Jakarta – Seperti menyalakan lilin di tengah ruang digital yang luas, Kementerian Agama (Kemenag) meluncurkan pelatihan Kurikulum Berbasis Cinta (KBC) melalui platform MOOC Pintar. Program ini menjadi langkah strategis untuk menanamkan nilai cinta sebagai fondasi dalam pendidikan dan pelayanan keagamaan di era modern.
Pelatihan ini dibuka untuk aparatur sipil negara (ASN) serta masyarakat umum dengan masa pendaftaran berlangsung sejak Kamis (17/4/2026) hingga Selasa (21/4/2026). Adapun pelaksanaan program dijadwalkan mulai 22 April 2026 sampai 28 April 2026. Peserta dapat mendaftar secara daring melalui platform resmi pintar.kemenag.go.id, yang dirancang untuk memberikan akses luas tanpa batasan geografis.
Kepala Pusbangkom SDM Pendidikan Keagamaan Kemenag, Mastuki, menjelaskan bahwa meskipun dilaksanakan secara daring, kualitas pelatihan tetap dijaga setara dengan pembelajaran tatap muka. Ia menekankan bahwa materi yang disusun telah melalui perencanaan matang agar tetap relevan dan berdampak bagi peserta.
“Meskipun pelatihan dilakukan secara online, kami menjamin kualitas kontennya sangat bermutu,” ujar Mastuki dalam keterangan resminya pada Ahad (19/4/2026).
Program pelatihan ini mengusung dua pilar utama. Pertama, peserta akan mempelajari filosofi Kurikulum Berbasis Cinta dalam perspektif Islam. Kedua, peserta akan mendalami konsep Panca Cinta melalui metode ARKA yang mencakup Aktivitas, Refleksi, Konseptualisasi, dan Aplikasi.
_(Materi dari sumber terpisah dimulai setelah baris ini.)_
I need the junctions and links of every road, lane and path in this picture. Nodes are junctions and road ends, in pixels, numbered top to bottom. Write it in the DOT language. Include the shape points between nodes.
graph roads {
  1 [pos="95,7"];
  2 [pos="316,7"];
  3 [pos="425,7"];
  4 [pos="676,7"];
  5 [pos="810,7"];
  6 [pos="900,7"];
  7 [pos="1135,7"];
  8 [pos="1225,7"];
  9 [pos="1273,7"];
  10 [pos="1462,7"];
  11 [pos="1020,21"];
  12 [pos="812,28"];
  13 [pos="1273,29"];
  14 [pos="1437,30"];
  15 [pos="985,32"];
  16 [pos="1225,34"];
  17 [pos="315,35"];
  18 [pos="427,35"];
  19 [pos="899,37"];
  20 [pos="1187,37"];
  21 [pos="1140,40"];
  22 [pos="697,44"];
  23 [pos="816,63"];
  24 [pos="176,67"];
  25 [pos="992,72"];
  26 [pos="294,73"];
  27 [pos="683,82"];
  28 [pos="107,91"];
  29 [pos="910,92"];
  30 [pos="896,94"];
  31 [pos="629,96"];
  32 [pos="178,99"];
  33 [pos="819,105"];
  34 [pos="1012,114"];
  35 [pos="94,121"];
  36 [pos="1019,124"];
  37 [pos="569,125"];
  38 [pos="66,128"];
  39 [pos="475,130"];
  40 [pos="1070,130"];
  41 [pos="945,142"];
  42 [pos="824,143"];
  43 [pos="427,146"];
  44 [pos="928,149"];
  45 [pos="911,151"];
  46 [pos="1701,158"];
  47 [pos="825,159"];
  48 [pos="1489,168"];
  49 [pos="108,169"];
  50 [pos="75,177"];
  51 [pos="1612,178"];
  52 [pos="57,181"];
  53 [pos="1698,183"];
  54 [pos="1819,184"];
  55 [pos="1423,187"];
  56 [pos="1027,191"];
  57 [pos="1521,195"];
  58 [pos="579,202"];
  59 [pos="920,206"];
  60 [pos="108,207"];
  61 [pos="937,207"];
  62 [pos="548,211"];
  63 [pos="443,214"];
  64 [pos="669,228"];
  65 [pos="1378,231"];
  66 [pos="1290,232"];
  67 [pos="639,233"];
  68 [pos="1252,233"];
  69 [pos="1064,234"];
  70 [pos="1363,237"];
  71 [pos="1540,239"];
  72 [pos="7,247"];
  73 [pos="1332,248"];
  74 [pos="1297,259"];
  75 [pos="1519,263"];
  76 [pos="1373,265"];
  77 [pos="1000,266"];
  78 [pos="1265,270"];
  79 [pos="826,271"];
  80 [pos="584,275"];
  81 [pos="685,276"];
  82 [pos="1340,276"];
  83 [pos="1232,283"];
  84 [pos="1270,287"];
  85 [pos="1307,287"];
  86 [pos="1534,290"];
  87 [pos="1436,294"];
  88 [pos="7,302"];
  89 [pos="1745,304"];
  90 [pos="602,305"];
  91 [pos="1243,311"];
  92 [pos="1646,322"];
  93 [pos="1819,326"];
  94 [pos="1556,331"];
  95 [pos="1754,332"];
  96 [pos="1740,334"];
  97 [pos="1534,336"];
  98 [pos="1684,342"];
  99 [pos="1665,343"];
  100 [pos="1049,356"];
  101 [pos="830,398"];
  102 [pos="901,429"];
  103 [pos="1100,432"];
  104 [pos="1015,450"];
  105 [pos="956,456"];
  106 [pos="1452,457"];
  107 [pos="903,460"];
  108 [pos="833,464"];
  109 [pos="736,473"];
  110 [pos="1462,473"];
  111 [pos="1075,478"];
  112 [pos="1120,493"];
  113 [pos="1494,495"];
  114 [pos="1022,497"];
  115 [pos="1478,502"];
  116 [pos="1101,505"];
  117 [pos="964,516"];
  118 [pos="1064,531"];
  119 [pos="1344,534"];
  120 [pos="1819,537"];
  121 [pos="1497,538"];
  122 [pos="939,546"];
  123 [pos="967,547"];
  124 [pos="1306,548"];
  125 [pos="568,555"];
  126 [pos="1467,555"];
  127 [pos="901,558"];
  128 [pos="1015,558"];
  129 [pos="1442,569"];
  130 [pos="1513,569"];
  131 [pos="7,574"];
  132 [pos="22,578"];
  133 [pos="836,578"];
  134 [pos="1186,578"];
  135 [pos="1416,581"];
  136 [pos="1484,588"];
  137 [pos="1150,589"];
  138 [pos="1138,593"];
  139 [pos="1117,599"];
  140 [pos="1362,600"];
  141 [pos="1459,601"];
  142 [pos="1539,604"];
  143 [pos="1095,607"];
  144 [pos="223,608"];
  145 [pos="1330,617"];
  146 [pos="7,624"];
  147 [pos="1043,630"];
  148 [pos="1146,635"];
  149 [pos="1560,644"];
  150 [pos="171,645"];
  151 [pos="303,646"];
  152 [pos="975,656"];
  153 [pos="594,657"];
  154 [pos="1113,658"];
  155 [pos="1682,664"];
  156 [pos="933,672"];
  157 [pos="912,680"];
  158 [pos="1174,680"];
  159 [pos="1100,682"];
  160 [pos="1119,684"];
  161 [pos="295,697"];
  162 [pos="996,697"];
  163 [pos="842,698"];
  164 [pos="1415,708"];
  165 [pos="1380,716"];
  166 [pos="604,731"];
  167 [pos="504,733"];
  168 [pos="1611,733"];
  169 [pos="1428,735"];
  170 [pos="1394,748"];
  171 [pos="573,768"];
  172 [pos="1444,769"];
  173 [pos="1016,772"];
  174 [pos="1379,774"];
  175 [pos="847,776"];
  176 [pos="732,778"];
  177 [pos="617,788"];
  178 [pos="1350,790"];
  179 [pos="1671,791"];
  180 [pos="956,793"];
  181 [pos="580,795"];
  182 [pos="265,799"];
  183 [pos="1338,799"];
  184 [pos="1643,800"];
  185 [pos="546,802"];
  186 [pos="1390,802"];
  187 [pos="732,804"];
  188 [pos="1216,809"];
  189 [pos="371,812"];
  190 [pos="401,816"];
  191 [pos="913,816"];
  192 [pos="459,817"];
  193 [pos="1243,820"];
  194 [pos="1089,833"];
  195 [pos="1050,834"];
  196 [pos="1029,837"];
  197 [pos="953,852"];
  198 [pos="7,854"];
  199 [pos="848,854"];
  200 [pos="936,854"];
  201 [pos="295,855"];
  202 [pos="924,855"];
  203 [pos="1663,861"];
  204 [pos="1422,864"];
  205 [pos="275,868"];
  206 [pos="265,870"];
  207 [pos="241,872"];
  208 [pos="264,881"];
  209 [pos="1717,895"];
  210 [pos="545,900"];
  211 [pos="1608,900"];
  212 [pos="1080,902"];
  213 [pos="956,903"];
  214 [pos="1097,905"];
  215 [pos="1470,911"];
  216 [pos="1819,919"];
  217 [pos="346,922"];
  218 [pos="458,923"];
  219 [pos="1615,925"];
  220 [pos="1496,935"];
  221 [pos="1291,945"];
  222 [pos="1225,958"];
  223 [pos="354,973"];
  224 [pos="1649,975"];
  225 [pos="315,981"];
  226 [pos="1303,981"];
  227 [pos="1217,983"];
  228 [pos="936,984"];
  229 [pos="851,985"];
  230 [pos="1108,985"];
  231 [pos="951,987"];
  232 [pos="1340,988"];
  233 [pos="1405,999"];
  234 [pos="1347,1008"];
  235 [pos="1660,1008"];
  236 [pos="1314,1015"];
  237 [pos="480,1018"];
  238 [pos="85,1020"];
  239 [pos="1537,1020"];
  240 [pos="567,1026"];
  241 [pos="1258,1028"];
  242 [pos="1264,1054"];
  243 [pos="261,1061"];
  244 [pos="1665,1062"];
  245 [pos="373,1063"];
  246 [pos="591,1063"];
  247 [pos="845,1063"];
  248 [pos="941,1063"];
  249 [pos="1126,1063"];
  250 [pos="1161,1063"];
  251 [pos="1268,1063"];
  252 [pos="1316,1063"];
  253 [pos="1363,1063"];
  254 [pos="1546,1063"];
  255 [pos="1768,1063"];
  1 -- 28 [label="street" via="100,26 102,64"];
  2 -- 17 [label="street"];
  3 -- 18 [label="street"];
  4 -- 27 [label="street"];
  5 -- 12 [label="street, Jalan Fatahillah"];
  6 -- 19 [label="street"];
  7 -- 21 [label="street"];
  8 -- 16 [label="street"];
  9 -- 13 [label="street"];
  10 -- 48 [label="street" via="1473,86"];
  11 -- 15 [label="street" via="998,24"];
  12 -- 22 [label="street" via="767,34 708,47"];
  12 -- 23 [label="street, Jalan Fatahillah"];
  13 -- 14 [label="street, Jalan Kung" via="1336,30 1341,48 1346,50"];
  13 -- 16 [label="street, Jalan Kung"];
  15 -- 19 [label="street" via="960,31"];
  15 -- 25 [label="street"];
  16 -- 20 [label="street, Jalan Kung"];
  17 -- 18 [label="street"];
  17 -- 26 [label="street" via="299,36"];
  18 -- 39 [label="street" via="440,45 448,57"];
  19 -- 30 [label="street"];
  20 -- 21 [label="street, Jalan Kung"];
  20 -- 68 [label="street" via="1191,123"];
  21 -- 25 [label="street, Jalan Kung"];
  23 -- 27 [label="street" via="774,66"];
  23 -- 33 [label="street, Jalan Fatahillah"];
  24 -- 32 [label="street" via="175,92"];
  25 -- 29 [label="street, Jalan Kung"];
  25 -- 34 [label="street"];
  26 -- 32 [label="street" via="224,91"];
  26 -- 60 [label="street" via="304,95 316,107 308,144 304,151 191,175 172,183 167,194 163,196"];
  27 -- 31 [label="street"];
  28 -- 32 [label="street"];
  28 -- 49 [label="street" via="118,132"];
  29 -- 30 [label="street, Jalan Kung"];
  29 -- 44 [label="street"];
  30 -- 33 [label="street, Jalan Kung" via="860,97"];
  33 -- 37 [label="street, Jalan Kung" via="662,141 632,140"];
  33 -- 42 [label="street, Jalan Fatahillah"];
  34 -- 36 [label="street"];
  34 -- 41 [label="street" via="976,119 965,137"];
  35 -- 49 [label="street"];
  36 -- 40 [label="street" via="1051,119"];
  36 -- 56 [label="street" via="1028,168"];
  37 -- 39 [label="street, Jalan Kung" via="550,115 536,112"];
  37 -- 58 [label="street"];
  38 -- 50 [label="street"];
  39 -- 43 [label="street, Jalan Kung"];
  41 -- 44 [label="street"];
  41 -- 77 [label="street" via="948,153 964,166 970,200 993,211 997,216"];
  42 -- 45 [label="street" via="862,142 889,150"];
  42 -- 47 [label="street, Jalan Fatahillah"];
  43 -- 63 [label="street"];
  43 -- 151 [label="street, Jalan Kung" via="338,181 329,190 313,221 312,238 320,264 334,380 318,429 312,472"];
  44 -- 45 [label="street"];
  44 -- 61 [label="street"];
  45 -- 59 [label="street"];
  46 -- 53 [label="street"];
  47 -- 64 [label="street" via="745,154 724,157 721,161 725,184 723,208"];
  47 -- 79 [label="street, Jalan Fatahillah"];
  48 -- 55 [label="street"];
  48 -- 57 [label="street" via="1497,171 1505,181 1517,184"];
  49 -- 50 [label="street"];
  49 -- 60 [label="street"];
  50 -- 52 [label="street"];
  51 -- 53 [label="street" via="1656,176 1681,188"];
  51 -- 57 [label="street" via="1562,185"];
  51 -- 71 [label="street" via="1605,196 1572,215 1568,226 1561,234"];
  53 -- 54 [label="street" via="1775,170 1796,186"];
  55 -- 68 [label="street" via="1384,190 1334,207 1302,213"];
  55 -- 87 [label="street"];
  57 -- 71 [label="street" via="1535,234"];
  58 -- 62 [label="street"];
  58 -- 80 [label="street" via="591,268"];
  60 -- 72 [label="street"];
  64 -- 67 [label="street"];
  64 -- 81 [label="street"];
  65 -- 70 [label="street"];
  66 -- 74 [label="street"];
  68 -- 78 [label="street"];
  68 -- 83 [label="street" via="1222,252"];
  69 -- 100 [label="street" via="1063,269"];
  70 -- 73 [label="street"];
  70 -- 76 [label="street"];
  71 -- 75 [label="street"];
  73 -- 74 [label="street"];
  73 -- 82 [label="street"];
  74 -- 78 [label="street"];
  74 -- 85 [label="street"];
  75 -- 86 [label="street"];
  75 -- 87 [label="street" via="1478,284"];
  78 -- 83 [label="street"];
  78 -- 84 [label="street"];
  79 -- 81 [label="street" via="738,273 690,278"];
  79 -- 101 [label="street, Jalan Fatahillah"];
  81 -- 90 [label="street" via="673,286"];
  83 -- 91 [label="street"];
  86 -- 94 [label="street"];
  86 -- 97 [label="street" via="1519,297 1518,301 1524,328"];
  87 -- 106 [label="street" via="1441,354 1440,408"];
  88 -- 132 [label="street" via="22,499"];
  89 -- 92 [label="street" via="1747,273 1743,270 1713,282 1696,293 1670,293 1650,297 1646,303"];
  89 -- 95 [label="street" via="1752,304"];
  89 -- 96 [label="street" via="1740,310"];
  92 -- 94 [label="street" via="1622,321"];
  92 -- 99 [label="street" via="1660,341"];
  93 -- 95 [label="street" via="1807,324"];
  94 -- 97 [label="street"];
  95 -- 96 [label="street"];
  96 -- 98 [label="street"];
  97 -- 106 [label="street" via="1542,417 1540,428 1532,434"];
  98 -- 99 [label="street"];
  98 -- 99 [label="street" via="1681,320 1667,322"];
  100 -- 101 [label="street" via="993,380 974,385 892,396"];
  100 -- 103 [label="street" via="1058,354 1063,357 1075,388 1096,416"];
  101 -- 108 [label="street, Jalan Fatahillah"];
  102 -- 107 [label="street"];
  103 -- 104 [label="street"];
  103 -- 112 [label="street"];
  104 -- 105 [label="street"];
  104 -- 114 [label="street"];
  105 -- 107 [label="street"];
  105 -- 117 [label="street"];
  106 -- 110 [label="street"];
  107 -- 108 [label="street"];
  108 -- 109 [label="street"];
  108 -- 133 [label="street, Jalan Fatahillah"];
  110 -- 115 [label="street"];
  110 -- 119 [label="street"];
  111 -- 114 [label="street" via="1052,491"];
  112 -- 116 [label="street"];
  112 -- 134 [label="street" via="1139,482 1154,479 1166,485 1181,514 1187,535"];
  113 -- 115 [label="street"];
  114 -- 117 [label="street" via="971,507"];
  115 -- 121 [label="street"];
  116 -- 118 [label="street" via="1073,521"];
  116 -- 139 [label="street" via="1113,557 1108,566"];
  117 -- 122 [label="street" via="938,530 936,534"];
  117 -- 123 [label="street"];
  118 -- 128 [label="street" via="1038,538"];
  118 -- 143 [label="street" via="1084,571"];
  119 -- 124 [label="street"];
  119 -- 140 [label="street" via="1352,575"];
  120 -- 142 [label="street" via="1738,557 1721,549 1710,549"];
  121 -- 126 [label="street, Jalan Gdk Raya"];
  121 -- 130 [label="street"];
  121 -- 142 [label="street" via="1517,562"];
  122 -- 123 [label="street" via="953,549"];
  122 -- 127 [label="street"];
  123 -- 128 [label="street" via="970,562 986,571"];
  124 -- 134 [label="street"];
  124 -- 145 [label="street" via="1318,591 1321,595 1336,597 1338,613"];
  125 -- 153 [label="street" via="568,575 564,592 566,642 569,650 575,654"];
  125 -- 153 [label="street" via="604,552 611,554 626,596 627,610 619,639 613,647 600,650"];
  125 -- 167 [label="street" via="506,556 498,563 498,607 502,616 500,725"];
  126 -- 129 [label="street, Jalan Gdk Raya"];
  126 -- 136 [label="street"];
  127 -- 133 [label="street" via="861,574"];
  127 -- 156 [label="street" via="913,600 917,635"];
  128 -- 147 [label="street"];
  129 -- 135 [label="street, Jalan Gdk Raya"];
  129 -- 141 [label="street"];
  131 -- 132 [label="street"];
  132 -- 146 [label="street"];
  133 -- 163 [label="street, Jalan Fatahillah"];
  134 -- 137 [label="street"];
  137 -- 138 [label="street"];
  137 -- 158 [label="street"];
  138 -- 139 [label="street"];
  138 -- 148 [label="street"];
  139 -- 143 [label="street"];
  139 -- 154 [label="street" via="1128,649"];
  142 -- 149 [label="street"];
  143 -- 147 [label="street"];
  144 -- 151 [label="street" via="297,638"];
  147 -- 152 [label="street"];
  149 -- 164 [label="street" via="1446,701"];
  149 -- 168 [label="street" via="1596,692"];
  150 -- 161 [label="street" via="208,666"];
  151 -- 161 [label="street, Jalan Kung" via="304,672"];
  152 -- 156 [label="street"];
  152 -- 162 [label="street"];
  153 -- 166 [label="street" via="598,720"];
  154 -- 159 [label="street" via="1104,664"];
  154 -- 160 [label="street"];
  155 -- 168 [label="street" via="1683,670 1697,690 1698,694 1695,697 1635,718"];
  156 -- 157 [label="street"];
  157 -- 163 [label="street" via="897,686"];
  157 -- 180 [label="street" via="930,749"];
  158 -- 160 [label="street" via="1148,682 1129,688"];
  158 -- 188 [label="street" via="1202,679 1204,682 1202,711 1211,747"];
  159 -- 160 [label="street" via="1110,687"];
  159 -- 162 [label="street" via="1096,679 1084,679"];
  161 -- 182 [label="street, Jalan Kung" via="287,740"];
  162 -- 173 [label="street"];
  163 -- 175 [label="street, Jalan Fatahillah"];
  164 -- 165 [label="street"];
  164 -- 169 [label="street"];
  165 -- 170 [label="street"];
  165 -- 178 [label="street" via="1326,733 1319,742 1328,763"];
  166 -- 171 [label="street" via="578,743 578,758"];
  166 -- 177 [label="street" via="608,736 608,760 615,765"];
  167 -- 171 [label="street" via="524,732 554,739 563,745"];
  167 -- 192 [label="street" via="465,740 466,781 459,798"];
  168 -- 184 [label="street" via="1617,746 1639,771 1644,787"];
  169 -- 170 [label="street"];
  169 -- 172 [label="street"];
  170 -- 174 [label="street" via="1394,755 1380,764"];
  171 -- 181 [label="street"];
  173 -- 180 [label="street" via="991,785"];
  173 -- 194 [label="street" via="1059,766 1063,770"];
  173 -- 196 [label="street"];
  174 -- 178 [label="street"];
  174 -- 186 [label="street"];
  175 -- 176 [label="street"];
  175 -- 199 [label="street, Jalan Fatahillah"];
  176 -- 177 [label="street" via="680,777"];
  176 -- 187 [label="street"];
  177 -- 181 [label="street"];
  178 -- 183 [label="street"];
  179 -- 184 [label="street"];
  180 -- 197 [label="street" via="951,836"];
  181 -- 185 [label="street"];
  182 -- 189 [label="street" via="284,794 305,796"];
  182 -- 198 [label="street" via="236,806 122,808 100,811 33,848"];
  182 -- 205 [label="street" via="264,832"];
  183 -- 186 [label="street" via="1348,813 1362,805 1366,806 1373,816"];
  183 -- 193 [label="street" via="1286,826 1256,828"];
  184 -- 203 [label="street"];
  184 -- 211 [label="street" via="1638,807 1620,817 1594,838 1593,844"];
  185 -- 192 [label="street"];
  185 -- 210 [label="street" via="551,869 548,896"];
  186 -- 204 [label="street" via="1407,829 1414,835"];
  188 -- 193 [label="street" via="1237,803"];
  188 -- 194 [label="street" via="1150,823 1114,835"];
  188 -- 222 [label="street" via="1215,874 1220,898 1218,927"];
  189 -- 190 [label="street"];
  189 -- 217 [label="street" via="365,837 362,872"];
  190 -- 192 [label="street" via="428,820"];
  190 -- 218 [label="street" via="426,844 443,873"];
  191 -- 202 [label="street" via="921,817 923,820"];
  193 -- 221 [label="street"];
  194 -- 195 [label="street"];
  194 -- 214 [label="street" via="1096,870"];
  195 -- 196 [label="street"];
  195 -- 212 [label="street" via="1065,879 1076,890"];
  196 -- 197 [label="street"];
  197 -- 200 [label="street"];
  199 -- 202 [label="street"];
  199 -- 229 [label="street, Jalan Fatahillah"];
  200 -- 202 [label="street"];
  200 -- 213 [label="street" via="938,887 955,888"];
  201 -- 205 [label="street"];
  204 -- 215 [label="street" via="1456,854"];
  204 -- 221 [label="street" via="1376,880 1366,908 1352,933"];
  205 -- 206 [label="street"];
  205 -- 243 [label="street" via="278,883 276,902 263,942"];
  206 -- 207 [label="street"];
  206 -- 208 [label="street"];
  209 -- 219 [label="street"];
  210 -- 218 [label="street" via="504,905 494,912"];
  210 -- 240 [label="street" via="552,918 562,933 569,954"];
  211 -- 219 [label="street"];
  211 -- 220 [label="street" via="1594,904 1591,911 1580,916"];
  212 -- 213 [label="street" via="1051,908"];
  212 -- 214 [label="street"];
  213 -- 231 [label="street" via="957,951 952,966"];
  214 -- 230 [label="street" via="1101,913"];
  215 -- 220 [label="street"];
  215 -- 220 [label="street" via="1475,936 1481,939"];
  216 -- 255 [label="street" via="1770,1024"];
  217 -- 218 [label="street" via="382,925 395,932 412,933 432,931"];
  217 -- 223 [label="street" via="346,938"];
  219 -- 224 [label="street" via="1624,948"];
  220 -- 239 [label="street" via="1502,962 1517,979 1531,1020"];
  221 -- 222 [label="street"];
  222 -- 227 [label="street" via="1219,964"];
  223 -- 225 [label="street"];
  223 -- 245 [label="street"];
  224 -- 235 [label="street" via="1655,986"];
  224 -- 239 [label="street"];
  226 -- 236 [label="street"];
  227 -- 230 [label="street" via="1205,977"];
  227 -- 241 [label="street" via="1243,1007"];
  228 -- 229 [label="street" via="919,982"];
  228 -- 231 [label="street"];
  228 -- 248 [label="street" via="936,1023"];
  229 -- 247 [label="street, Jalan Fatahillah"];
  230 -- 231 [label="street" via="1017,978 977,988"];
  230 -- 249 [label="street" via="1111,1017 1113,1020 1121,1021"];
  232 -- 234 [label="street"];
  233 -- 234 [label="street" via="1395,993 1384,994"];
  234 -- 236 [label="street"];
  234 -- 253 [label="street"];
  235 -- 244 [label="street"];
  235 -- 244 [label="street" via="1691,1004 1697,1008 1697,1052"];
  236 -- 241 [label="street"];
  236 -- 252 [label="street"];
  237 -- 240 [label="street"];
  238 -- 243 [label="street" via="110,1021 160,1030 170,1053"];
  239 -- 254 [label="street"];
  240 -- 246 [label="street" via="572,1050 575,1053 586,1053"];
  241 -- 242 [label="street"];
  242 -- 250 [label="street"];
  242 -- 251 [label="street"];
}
Metode ini dirancang agar peserta tidak hanya memahami konsep secara teoritis, tetapi juga mampu mengimplementasikannya dalam kehidupan sehari-hari.
“Program ini disusun secara sistematis untuk mentransformasi pola pikir ASN melalui dua pilar utama: materi dasar yang membahas filosofi cinta dalam Islam serta materi inti di mana peserta akan mendalami Panca Cinta melalui metode ARKA atau Aktivitas, Refleksi, Konseptualisasi, dan Aplikasi,” kata Mastuki.
Lebih dari sekadar pelatihan, program ini menjadi bagian dari upaya Kemenag dalam mendorong transformasi budaya kerja yang lebih humanis dan berorientasi pada nilai-nilai keagamaan yang inklusif. Dengan pendekatan berbasis cinta, diharapkan para ASN dapat memberikan pelayanan publik yang lebih empatik, sementara masyarakat umum memperoleh pemahaman keagamaan yang lebih mendalam dan aplikatif.
Pelatihan ini juga akan dibuka secara resmi oleh Menteri Agama, Nasaruddin Umar, sebagai bentuk dukungan penuh terhadap penguatan pendidikan karakter di lingkungan Kemenag.
Kehadiran menteri dalam pembukaan tersebut menandakan bahwa program ini menjadi salah satu prioritas strategis dalam pembangunan sumber daya manusia berbasis nilai.
Selain itu, Kemenag menargetkan program ini mampu mencatatkan rekor MURI sebagai kegiatan belajar mandiri berbasis daring dengan jumlah peserta terbanyak dalam waktu bersamaan. Target tersebut mencerminkan ambisi pemerintah untuk memperluas jangkauan pendidikan berbasis nilai melalui teknologi digital.
Dengan memanfaatkan platform MOOC Pintar, Kemenag tidak hanya menghadirkan inovasi dalam metode pembelajaran, tetapi juga membuka ruang kolaborasi antara pemerintah dan masyarakat dalam membangun ekosistem pendidikan yang lebih adaptif. Program ini diharapkan menjadi langkah awal menuju transformasi pendidikan keagamaan yang lebih relevan dengan tantangan zaman.
Pada akhirnya, pelatihan Kurikulum Berbasis Cinta ini menjadi simbol bahwa pendidikan tidak hanya soal transfer ilmu, tetapi juga tentang menumbuhkan nilai kemanusiaan yang menjadi inti dari kehidupan beragama.